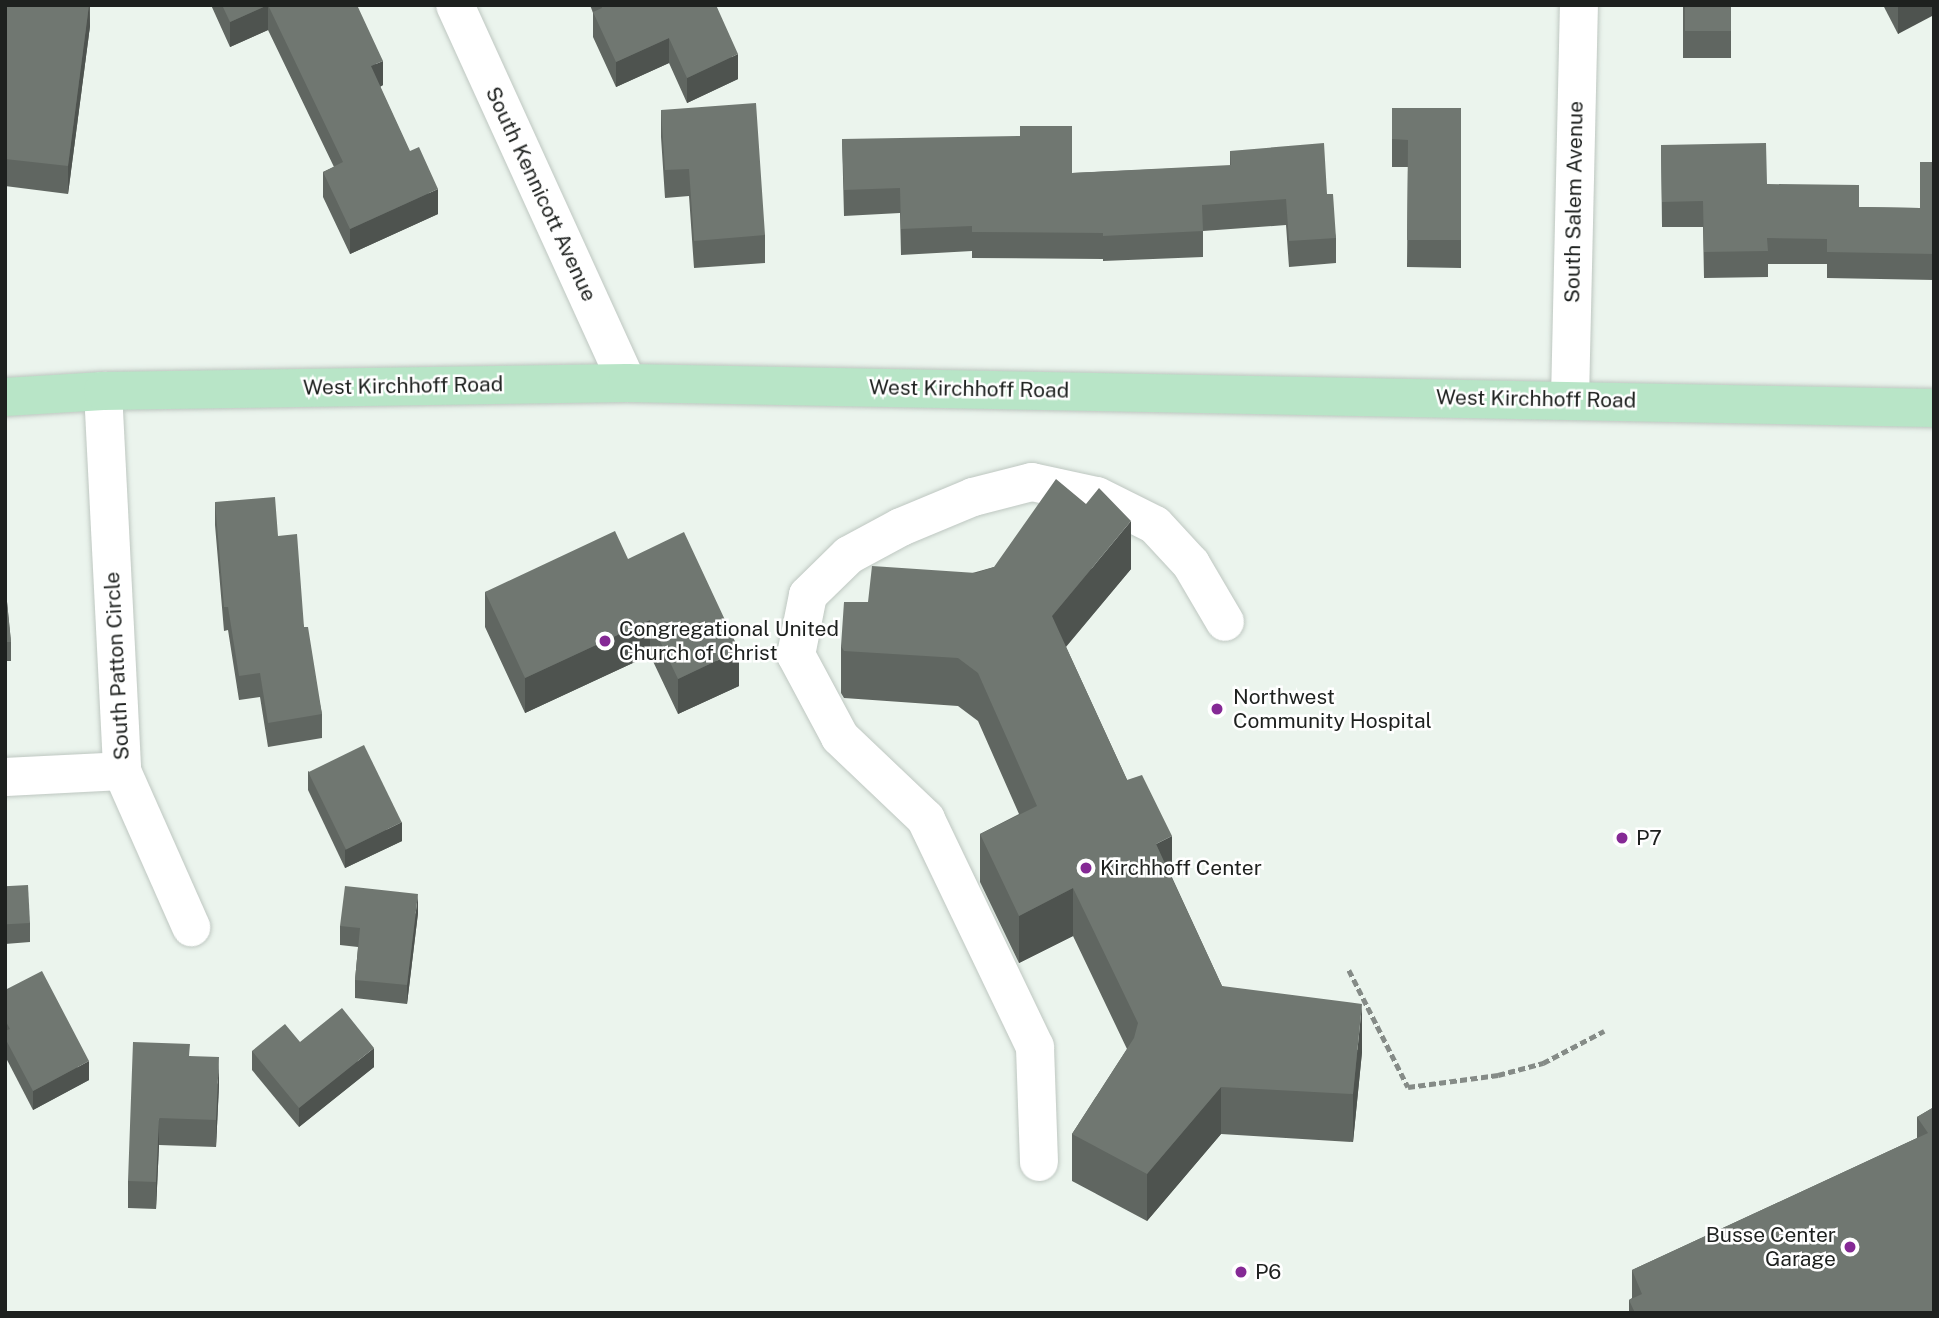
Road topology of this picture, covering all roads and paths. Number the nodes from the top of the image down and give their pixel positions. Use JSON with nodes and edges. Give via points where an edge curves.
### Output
{"nodes":[{"id":1,"x":455,"y":5,"type":"edge"},
{"id":2,"x":1579,"y":5,"type":"edge"},
{"id":3,"x":627,"y":383,"type":"junction"},
{"id":4,"x":103,"y":391,"type":"junction"},
{"id":5,"x":5,"y":397,"type":"edge"},
{"id":6,"x":1570,"y":399,"type":"junction"},
{"id":7,"x":1934,"y":408,"type":"edge"},
{"id":8,"x":1225,"y":622,"type":"dead end"},
{"id":9,"x":122,"y":771,"type":"junction"},
{"id":10,"x":5,"y":777,"type":"edge"},
{"id":11,"x":191,"y":927,"type":"dead end"},
{"id":12,"x":1349,"y":970,"type":"dead end"},
{"id":13,"x":1604,"y":1031,"type":"dead end"},
{"id":14,"x":1039,"y":1162,"type":"dead end"}],
"edges":[{"from":1,"to":3,"type":"street","name":"South Kennicott Avenue"},
{"from":2,"to":6,"type":"street","name":"South Salem Avenue"},
{"from":3,"to":4,"type":"main road","name":"West Kirchhoff Road"},
{"from":3,"to":6,"type":"main road","name":"West Kirchhoff Road"},
{"from":4,"to":5,"type":"main road","name":"West Kirchhoff Road"},
{"from":4,"to":9,"type":"street","name":"South Patton Circle"},
{"from":6,"to":7,"type":"main road","name":"West Kirchhoff Road"},
{"from":8,"to":14,"type":"street","via":[[1191,564],[1155,525],[1097,496],[1032,482],[973,497],[901,527],[849,555],[808,595],[796,655],[840,737],[926,819],[1035,1047]]},
{"from":9,"to":10,"type":"street"},
{"from":9,"to":11,"type":"street","name":"South Patton Circle"},
{"from":12,"to":13,"type":"path","via":[[1408,1087],[1498,1075],[1543,1063]]}]}
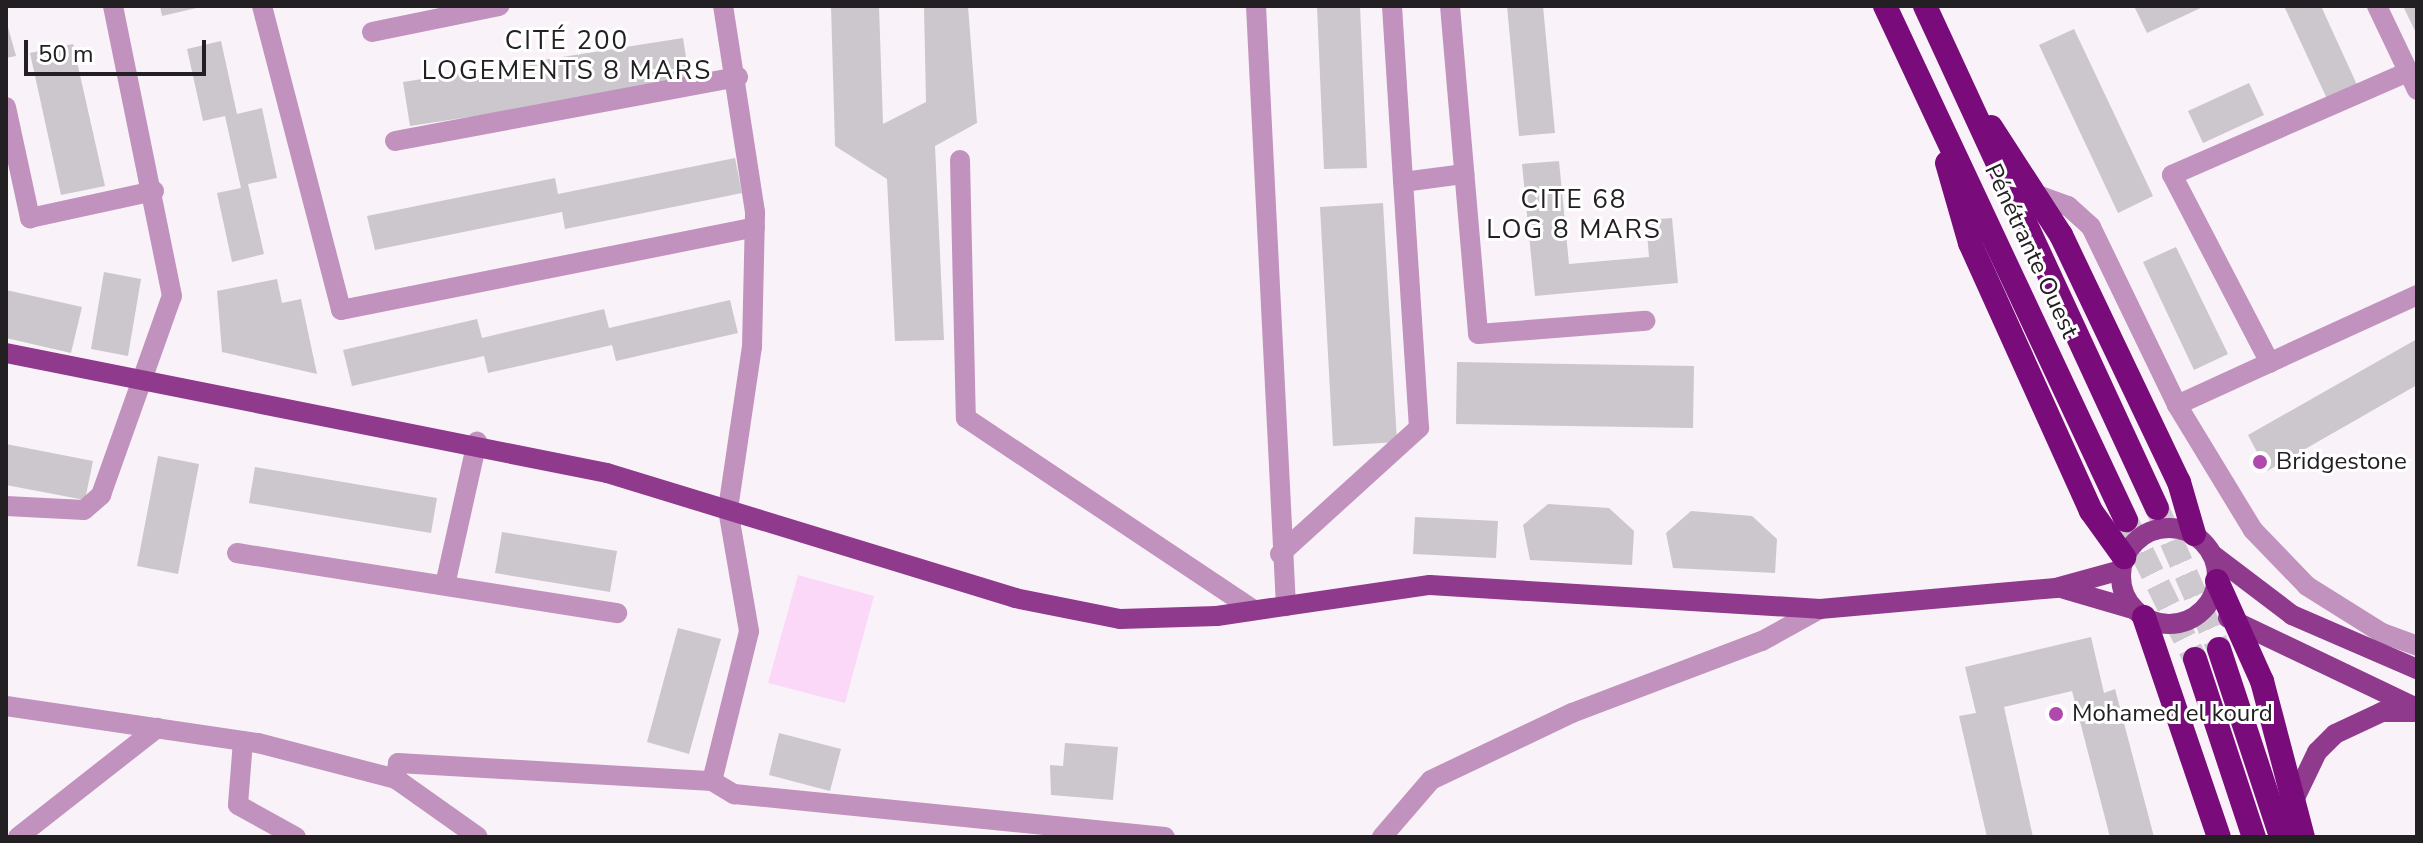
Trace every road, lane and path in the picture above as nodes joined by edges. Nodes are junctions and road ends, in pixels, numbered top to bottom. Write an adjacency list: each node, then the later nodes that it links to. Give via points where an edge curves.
1 (113, 6): 21 (street)
2 (262, 6): 23 (street, via 341,310)
3 (499, 6): 11 (street)
4 (723, 6): 12 (street)
5 (1256, 6): 37 (street)
6 (1392, 6): 20 (street)
7 (1450, 6): 19 (street)
8 (1885, 6): 16 (highway, Pénétrante Ouest)
9 (1925, 6): 14 (highway, Pénétrante Ouest)
10 (2377, 6): 13 (street)
11 (372, 32)
12 (738, 77): 17 (street); 23 (street)
13 (2413, 81): 27 (street, via 2172,175)
14 (1967, 96): 22 (highway); 32 (highway, Pénétrante Ouest)
15 (6, 107): 21 (street, via 30,218)
16 (1941, 125): 34 (highway, Pénétrante Ouest); 39 (highway, via 1970,243 2091,511)
17 (395, 141)
18 (960, 160): 46 (street, via 966,418)
19 (1464, 174): 20 (street); 25 (street, via 1478,334)
20 (1403, 182): 37 (street, via 1419,428)
21 (154, 191): 28 (street, via 172,296)
22 (2040, 196): 29 (street, via 2068,206 2091,227); 35 (highway, via 2172,465)
23 (755, 227): 33 (street, via 752,347)
24 (2417, 295): 27 (street)
25 (1645, 321)
26 (6, 353): 28 (main road)
27 (2270, 363): 29 (street)
28 (146, 384): 30 (main road); 31 (street, via 101,495 84,510)
29 (2177, 405): 50 (street, via 2253,530 2279,558 2342,610)
30 (477, 442): 33 (main road); 41 (street)
31 (6, 506)
32 (2157, 508)
33 (728, 509): 46 (main road, via 1072,611 1120,619); 59 (street, via 749,631)
34 (2126, 520)
35 (2194, 534): 38 (main road); 39 (main road, via 2154,530)
36 (237, 553): 41 (street)
37 (1280, 554): 43 (street)
38 (2212, 555): 40 (main road); 53 (main road, via 2292,615)
39 (2123, 564): 42 (main road); 48 (main road)
40 (2217, 581): 44 (main road); 49 (highway)
41 (445, 585): 47 (street)
42 (2056, 588): 45 (main road); 48 (main road)
43 (1286, 606): 45 (main road, via 1430,585); 46 (main road)
44 (2207, 607): 48 (main road, via 2170,624); 49 (main road)
45 (1820, 609): 65 (street, via 1762,641 1572,713 1431,780)
46 (1254, 610)
47 (617, 613)
48 (2139, 613): 66 (highway)
49 (2237, 622): 55 (main road); 60 (highway)
50 (2417, 646)
51 (2219, 649): 68 (highway)
52 (2195, 659): 67 (highway)
53 (2417, 669)
54 (6, 706): 56 (street)
55 (2417, 710): 60 (main road, via 2382,712 2335,734 2317,752)
56 (157, 728): 57 (street); 61 (street)
57 (243, 741): 58 (street); 62 (street, via 238,805)
58 (396, 779): 59 (street, via 398,763); 63 (street)
59 (712, 781): 64 (street, via 734,794)
60 (2295, 798): 69 (highway)
61 (18, 837)
62 (296, 837)
63 (478, 837)
64 (1165, 837)
65 (1382, 837)
66 (2219, 837)
67 (2254, 837)
68 (2281, 837)
69 (2303, 837)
◆ ◆ ◆
THE TASK: The records above should be returned exactly, with only their pictures held back.

RESPONSE TO THIS EXERCISE:
Road topology of this picture, covering all roads and paths. Number the nodes from the top of the image down and give their pixel positions. Use JSON with nodes and edges. Give via points where an edge curves.
### Output
{"nodes":[{"id":1,"x":455,"y":5,"type":"edge"},
{"id":2,"x":1579,"y":5,"type":"edge"},
{"id":3,"x":627,"y":383,"type":"junction"},
{"id":4,"x":103,"y":391,"type":"junction"},
{"id":5,"x":5,"y":397,"type":"edge"},
{"id":6,"x":1570,"y":399,"type":"junction"},
{"id":7,"x":1934,"y":408,"type":"edge"},
{"id":8,"x":1225,"y":622,"type":"dead end"},
{"id":9,"x":122,"y":771,"type":"junction"},
{"id":10,"x":5,"y":777,"type":"edge"},
{"id":11,"x":191,"y":927,"type":"dead end"},
{"id":12,"x":1349,"y":970,"type":"dead end"},
{"id":13,"x":1604,"y":1031,"type":"dead end"},
{"id":14,"x":1039,"y":1162,"type":"dead end"}],
"edges":[{"from":1,"to":3,"type":"street","name":"South Kennicott Avenue"},
{"from":2,"to":6,"type":"street","name":"South Salem Avenue"},
{"from":3,"to":4,"type":"main road","name":"West Kirchhoff Road"},
{"from":3,"to":6,"type":"main road","name":"West Kirchhoff Road"},
{"from":4,"to":5,"type":"main road","name":"West Kirchhoff Road"},
{"from":4,"to":9,"type":"street","name":"South Patton Circle"},
{"from":6,"to":7,"type":"main road","name":"West Kirchhoff Road"},
{"from":8,"to":14,"type":"street","via":[[1191,564],[1155,525],[1097,496],[1032,482],[973,497],[901,527],[849,555],[808,595],[796,655],[840,737],[926,819],[1035,1047]]},
{"from":9,"to":10,"type":"street"},
{"from":9,"to":11,"type":"street","name":"South Patton Circle"},
{"from":12,"to":13,"type":"path","via":[[1408,1087],[1498,1075],[1543,1063]]}]}
Trace every road, lane and path in the picture above as nodes joined by edges. Nodes are junctions and road ends, in pixels, numbered top to bottom. Write an adjacency list: each node, then the later nodes that it links to. Give via points where an edge curves.
1 (113, 6): 21 (street)
2 (262, 6): 23 (street, via 341,310)
3 (499, 6): 11 (street)
4 (723, 6): 12 (street)
5 (1256, 6): 37 (street)
6 (1392, 6): 20 (street)
7 (1450, 6): 19 (street)
8 (1885, 6): 16 (highway, Pénétrante Ouest)
9 (1925, 6): 14 (highway, Pénétrante Ouest)
10 (2377, 6): 13 (street)
11 (372, 32)
12 (738, 77): 17 (street); 23 (street)
13 (2413, 81): 27 (street, via 2172,175)
14 (1967, 96): 22 (highway); 32 (highway, Pénétrante Ouest)
15 (6, 107): 21 (street, via 30,218)
16 (1941, 125): 34 (highway, Pénétrante Ouest); 39 (highway, via 1970,243 2091,511)
17 (395, 141)
18 (960, 160): 46 (street, via 966,418)
19 (1464, 174): 20 (street); 25 (street, via 1478,334)
20 (1403, 182): 37 (street, via 1419,428)
21 (154, 191): 28 (street, via 172,296)
22 (2040, 196): 29 (street, via 2068,206 2091,227); 35 (highway, via 2172,465)
23 (755, 227): 33 (street, via 752,347)
24 (2417, 295): 27 (street)
25 (1645, 321)
26 (6, 353): 28 (main road)
27 (2270, 363): 29 (street)
28 (146, 384): 30 (main road); 31 (street, via 101,495 84,510)
29 (2177, 405): 50 (street, via 2253,530 2279,558 2342,610)
30 (477, 442): 33 (main road); 41 (street)
31 (6, 506)
32 (2157, 508)
33 (728, 509): 46 (main road, via 1072,611 1120,619); 59 (street, via 749,631)
34 (2126, 520)
35 (2194, 534): 38 (main road); 39 (main road, via 2154,530)
36 (237, 553): 41 (street)
37 (1280, 554): 43 (street)
38 (2212, 555): 40 (main road); 53 (main road, via 2292,615)
39 (2123, 564): 42 (main road); 48 (main road)
40 (2217, 581): 44 (main road); 49 (highway)
41 (445, 585): 47 (street)
42 (2056, 588): 45 (main road); 48 (main road)
43 (1286, 606): 45 (main road, via 1430,585); 46 (main road)
44 (2207, 607): 48 (main road, via 2170,624); 49 (main road)
45 (1820, 609): 65 (street, via 1762,641 1572,713 1431,780)
46 (1254, 610)
47 (617, 613)
48 (2139, 613): 66 (highway)
49 (2237, 622): 55 (main road); 60 (highway)
50 (2417, 646)
51 (2219, 649): 68 (highway)
52 (2195, 659): 67 (highway)
53 (2417, 669)
54 (6, 706): 56 (street)
55 (2417, 710): 60 (main road, via 2382,712 2335,734 2317,752)
56 (157, 728): 57 (street); 61 (street)
57 (243, 741): 58 (street); 62 (street, via 238,805)
58 (396, 779): 59 (street, via 398,763); 63 (street)
59 (712, 781): 64 (street, via 734,794)
60 (2295, 798): 69 (highway)
61 (18, 837)
62 (296, 837)
63 (478, 837)
64 (1165, 837)
65 (1382, 837)
66 (2219, 837)
67 (2254, 837)
68 (2281, 837)
69 (2303, 837)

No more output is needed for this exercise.